- _TASK PROMPT_
Among the entries below, find each line with "body" and show it.

-- -- --

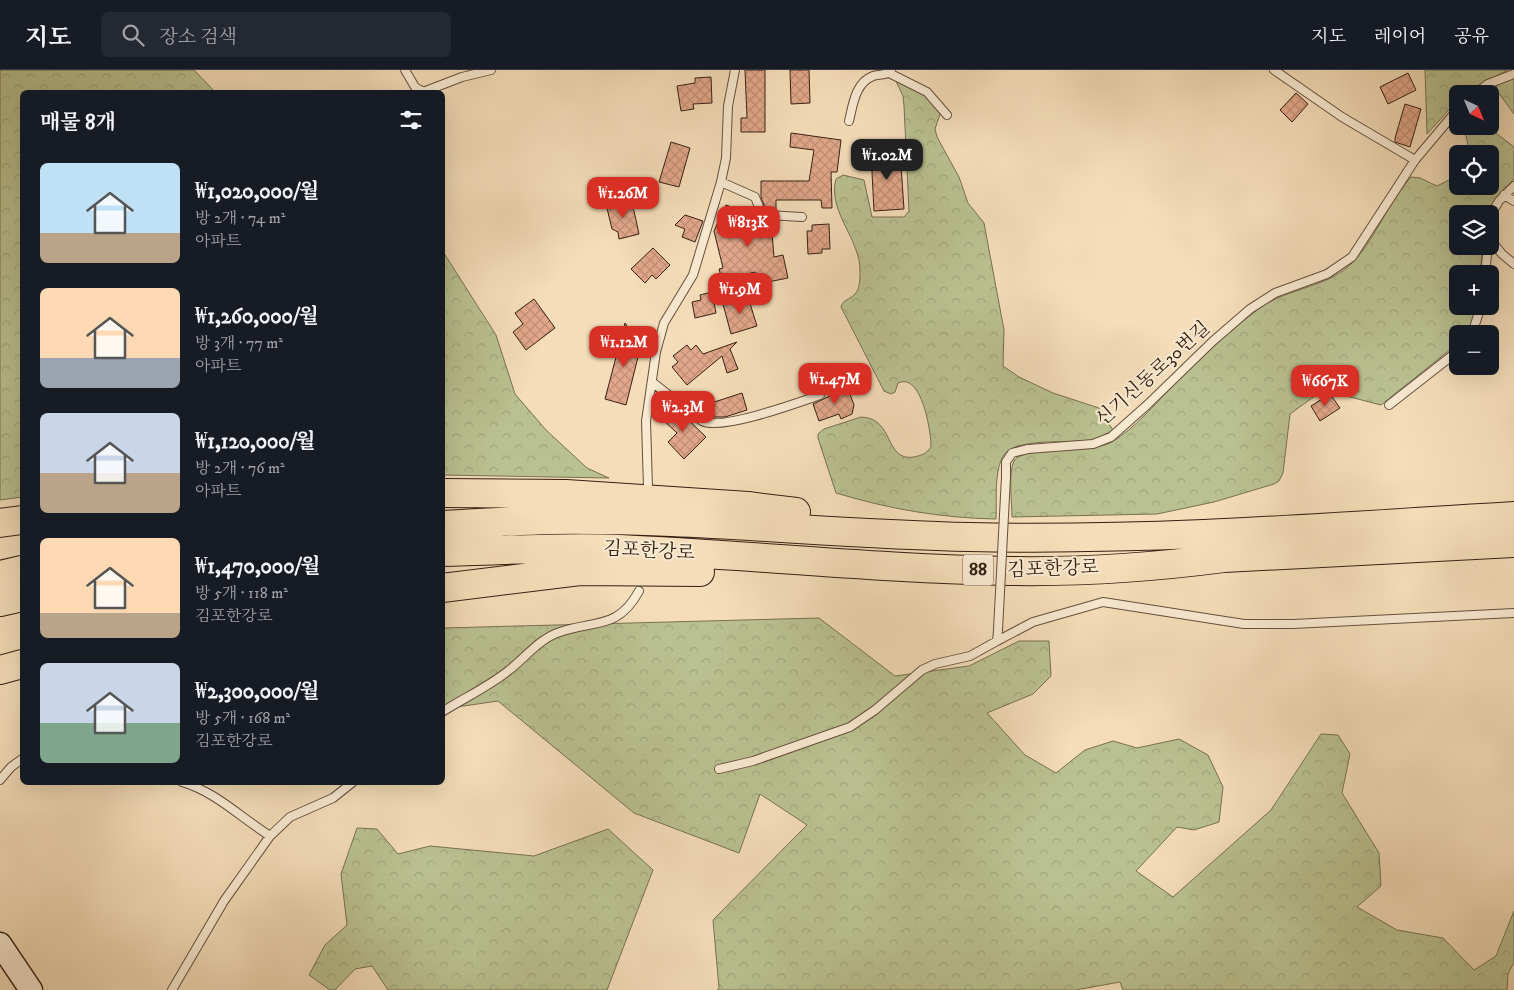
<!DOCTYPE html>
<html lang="ko">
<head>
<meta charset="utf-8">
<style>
  :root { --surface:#171b24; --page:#242831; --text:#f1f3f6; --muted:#9ea1a6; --line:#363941; --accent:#d93025 }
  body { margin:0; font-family:"IM FELL DW Pica","Noto Serif KR",serif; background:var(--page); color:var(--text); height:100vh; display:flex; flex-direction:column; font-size:19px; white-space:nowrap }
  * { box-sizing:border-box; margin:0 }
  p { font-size:16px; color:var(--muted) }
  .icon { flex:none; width:28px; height:28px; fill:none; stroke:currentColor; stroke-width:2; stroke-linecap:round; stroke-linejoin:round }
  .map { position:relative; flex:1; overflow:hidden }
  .drawer { position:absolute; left:20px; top:20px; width:425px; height:695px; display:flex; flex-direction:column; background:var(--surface); border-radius:8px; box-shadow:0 5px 20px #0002 }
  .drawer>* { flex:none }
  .needle { width:32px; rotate:136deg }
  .tools { position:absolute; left:1449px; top:15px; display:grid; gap:10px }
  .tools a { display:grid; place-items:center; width:50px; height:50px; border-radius:8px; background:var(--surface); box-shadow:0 5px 20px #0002; font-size:25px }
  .price { position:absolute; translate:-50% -42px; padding:0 11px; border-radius:10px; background:var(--accent); color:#fff; font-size:16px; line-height:32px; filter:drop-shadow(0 1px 2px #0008) }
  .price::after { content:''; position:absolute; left:50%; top:30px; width:15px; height:11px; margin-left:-8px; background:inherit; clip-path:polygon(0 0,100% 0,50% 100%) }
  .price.on { background:#222; color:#fff }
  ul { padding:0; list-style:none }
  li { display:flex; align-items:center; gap:15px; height:125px; padding:0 20px }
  li span { display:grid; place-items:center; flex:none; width:140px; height:100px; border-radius:8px; color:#555 }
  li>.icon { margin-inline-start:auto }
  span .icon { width:60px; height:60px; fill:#fffc; stroke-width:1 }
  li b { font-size:21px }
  h2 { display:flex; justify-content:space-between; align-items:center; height:60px; padding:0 20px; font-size:21px }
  header { display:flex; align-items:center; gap:30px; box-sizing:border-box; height:70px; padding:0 25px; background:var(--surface); border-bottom:1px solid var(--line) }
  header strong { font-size:24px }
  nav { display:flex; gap:28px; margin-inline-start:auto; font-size:18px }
  .search { width:350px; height:45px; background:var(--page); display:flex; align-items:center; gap:12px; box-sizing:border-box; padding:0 18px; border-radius:8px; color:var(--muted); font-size:19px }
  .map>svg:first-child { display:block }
</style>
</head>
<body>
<header>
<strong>지도</strong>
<div class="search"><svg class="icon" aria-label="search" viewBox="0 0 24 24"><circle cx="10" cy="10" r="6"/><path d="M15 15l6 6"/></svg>장소 검색</div>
<nav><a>지도</a><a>레이어</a><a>공유</a></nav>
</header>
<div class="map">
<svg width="1514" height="920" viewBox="0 0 1514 920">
  <defs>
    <pattern id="forest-crowns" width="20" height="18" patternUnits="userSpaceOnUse" patternTransform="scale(1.25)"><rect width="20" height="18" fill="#bac190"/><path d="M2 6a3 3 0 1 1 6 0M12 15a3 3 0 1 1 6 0" fill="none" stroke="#a0a67b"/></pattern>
    <pattern id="building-cross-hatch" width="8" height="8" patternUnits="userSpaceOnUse" patternTransform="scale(1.25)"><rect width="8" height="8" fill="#e2a78a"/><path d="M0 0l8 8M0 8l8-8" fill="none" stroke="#c28f76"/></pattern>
  </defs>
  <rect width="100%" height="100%" fill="#f4ddb8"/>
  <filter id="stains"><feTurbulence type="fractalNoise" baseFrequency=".004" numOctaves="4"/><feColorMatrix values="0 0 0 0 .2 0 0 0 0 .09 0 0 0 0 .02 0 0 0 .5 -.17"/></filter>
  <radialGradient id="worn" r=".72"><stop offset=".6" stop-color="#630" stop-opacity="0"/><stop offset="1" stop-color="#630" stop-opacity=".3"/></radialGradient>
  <!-- forest -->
  <path fill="url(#forest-crowns)" stroke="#787052" d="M0,0h194l21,22h-193v405l-22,3z
    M1425,0h83c-15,6 -36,24 -50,24l-1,7 -30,33z
    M1514,7v37l-19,-26 4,-4z
    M895,9l35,18 11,14 -6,18 2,8 22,40 9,26 16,20 20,107 -1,36 16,11 34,16 46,15 14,22c-6,4 -13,8 -20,10 -22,4 -82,-4 -91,18 -8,17 -5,42 -6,61 -55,-1 -107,-10 -160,-26l-18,-55v-4l6,-5 37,-12c34,1 23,45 53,40 8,-2 12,-3 17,-10 0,-15 -9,-75 -33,-64l-3,9 -4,2 -7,-3 -43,-84c2,-8 9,-7 14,-13 5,-5 5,-16 5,-22 1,-33 -33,-60 -24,-93l7,-4 21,5 8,37h32l5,-6 -5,-105 -1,-10z
    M1457,46l1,10h29l27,21v32l-17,18 -11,17h-28v32h25l-3,28h-22v32h18l-4,17 -6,11h-8l-2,11 -75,60 -58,-15 -33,24 -7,59 -4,8 -5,3 -60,18 -57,12 -145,3c0,-13 -4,-45 2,-56 7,-15 77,-7 98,-19 23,-14 42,-37 61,-56 27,-28 56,-55 87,-78 29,-21 69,-20 94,-47 23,-25 34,-59 57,-84l9,1 17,8 20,-10 1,10h32v-32h-20l-4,-18 -12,-12z
    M442,180l54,85 19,59 31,36 41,38 22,10 -166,-3z
    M819,548l76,58 74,-10 50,-25h30l2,35 -18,18 -46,19 38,42 31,18 29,-23 28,-9 24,7 42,-9 29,16 15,32 -4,35 -25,8 -17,-3 -41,44 37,26 98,-87 50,-76 17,1 12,19 -8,39 37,60 2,33 -24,21 40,23 46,8 31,32 22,-14 18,-45v51l-6,12 -1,16h-384l-3,-8 -44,8h-359l2,-2 -6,-68 94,-95 -47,-31 -21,59 -105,-40 -136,-112 -55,8v-81z
    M357,758l20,1 21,25 32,-8 104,10 74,-27 45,41 -46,120h-219l-16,-24 -17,3 -20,21h-5l-21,-15 16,-30 22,-20 -6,-51z"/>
  <!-- building -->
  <path fill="url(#building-cross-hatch)" stroke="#362014" d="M745,0h20v62h-24v-14h6z
    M790,0h19l1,33 -19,1z
    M1408,3l8,17 -28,14 -8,-17z
    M711,7l1,26 -19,1 1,5 -13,2 -4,-25 18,-3v-5z
    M1296,23l12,11 -16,18 -12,-12z
    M1405,34l16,5 -11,38 -15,-5v-4z
    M791,63l50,7 -4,32h-6l1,36h-10l-1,-8h-45v9l-11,-1 -4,-11v-16h48l5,-31 -24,-3z
    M671,72l19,6 -11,39 -20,-5z
    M900,81l4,58 -30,2 -3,-58z
    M622,131l8,4 4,6 5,23 -20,5 -1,-7 -6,-3 -6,-25z
    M726,135l11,4 -2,4 26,8v-3l10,3 3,36 9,-2 5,23 -30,6 -3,-12 -33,8 -3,-11 4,-1 -9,-37z
    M685,145l18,6 -8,21 -13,-5 3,-8 -10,-4z
    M829,154l1,25h-8v4l-14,1 -1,-23h5v-6z
    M653,178l17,17 -14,14 -4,-4 -7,8 -14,-14z
    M712,222l4,21 -21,5 -3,-16 9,-2 -1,-5z
    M748,227l9,29 -26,8 -8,-30z
    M534,229l21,29 -29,22 -13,-18 10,-8 -8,-11z
    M625,253l16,22 -15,60 -21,-6z
    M737,272l-7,7 8,20 -11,4 -5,-17 -35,29 -15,-18 6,-5 -5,-6 14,-11 4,5 5,-5 7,9z
    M842,317l6,2 6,16 -2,9 -11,5 -2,-5 -20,7 -6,-17 19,-9 -1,-4z
    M742,323l5,17 -22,7h-16l-4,-12z
    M1330,324l10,14 -20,13 -9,-15z
    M674,336l32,31 -22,22 -16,-17 9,-9 -16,-15z"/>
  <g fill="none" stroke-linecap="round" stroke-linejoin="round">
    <defs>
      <path id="lane" d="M405,0l10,17 8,5 39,-15 29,-7
        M1274,0l68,47 73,43 43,-51
        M889,3l38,19 20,23
        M1475,24l13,-10 26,-10
        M849,51c4,-16 6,-38 24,-45 6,-2 14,0 18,-6
        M721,112l34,15 6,15 6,3 35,2
        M1504,125l10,6
        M1490,146l9,-15 15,-15
        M1490,169l12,15 12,10
        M1485,204l3,-28
        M1472,264l9,-28
        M652,312l50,39c19,10 95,-18 118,-26
        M1389,335l69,-54
        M1006,407v-15l6,-9 16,-4 65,-5 18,-7 36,-32 66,-64 37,-32 25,-16 52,-19 25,-17 63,-97
        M648,418l-2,-67 10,-69 8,-29 29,-48 28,-93 5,-24 2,-52 7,-36
        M997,571l36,-19 70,-20 141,22h49l221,-11
        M442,642c22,-14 46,-25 66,-41 17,-13 32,-33 52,-39 34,-12 58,-2 79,-41
        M719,699l34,-8 97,-34 25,-17 47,-40 13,-6 35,-8 27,-15 1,-11
        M0,710l11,-13 11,-8
        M182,712c34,10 58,35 88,54
        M172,920l52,-89 46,-65 20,-19 43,-19 20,-16"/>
      <path id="secondary" d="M0,874l31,46"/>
      <path id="highway" d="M442,423l124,1 182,12 48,6
        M0,453l22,-3
        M442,455c36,-2 72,-4 108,-5 140,-2 280,14 420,17 182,4 363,-10 544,-21
        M442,482c60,-1 118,-6 177,-3 131,6 262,20 393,22 70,1 143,-4 212,-13l290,-15
        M0,505l22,-5
        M442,518l138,-17 120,1
        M0,532l22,-5
        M0,600l22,-6"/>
    </defs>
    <!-- lane casing -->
    <use href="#lane" stroke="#664f3d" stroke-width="10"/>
    <!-- secondary casing -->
    <use href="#secondary" stroke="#362014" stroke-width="25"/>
    <!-- highway casing -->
    <use href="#highway" stroke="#362014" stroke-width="30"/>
    <!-- lane -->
    <use href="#lane" stroke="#f8e9d1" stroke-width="8"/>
    <!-- secondary -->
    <use href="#secondary" stroke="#f8e9d1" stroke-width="22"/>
    <!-- highway -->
    <use href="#highway" stroke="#f4ddb8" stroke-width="28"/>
    <defs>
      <path id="lane-bridge" d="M998,560l8,-153"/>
    </defs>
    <!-- lane-bridge casing -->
    <use href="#lane-bridge" stroke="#664f3d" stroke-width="10" stroke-linecap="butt"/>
    <!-- lane-bridge -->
    <use href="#lane-bridge" stroke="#f8e9d1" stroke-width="8"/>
  </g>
  <g text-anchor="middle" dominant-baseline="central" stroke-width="4" stroke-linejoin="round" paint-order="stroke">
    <!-- shield labels -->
    <rect fill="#f8e9d1" stroke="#705c4d" stroke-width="1" x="963" y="484.5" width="30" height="31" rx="4"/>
    <g font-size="18" font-weight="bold" fill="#362014">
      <text x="978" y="500">88</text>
    </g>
    <!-- street labels -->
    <g font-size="19" fill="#362014" stroke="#f8e9d1">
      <text transform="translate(1153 304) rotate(-42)">신기신동로30번길</text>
      <text transform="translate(649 481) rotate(3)">김포한강로</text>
      <text transform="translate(1053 499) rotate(-2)">김포한강로</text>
    </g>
  </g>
  <rect width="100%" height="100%" filter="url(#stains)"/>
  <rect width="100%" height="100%" fill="url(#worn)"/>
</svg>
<div class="tools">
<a><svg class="needle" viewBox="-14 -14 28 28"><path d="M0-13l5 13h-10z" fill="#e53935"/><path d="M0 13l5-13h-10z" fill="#9ea1a6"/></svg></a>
<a><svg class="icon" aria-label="locate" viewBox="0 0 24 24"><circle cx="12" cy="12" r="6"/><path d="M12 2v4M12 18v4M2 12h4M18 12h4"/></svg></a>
<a><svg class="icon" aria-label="layers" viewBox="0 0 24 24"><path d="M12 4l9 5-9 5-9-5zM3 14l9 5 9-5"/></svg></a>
<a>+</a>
<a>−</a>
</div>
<b class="price on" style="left:887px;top:111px">₩1.02M</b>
<b class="price" style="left:623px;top:149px">₩1.26M</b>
<b class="price" style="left:748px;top:178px">₩813K</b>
<b class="price" style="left:740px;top:245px">₩1.9M</b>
<b class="price" style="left:624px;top:298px">₩1.12M</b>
<b class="price" style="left:835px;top:335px">₩1.47M</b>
<b class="price" style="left:1325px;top:337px">₩667K</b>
<b class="price" style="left:683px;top:363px">₩2.3M</b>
<section class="drawer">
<h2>매물 8개<svg class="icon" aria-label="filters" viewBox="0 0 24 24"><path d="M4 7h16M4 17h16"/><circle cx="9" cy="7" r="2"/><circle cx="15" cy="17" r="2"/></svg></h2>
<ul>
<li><span style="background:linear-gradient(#bfe0f5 70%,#b9a48a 0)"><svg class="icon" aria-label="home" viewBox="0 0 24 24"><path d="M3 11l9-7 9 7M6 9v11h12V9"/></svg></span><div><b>₩1,020,000/월</b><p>방 2개 · 74 m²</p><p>아파트</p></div></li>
<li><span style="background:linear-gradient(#ffd9b3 70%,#9aa5b1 0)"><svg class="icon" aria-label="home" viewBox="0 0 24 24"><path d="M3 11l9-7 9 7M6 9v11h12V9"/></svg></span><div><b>₩1,260,000/월</b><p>방 3개 · 77 m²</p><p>아파트</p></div></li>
<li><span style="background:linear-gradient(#c9d6e8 60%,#b9a48a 0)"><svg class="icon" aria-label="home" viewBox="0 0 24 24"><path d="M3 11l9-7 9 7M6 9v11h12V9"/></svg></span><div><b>₩1,120,000/월</b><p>방 2개 · 76 m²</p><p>아파트</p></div></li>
<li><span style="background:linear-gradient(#ffd9b3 75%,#b9a48a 0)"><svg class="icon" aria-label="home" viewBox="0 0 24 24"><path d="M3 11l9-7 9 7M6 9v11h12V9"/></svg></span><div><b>₩1,470,000/월</b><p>방 5개 · 118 m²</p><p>김포한강로</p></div></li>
<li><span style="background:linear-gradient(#c9d6e8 60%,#7fa58c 0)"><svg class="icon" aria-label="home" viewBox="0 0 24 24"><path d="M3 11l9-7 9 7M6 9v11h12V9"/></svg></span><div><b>₩2,300,000/월</b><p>방 5개 · 168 m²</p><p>김포한강로</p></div></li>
</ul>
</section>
</div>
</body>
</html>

-- -- --

- _WRITTEN ANSWER_
  body { margin:0; font-family:"IM FELL DW Pica","Noto Serif KR",serif; background:var(--page); color:var(--text); height:100vh; display:flex; flex-direction:column; font-size:19px; white-space:nowrap }
<body>
</body>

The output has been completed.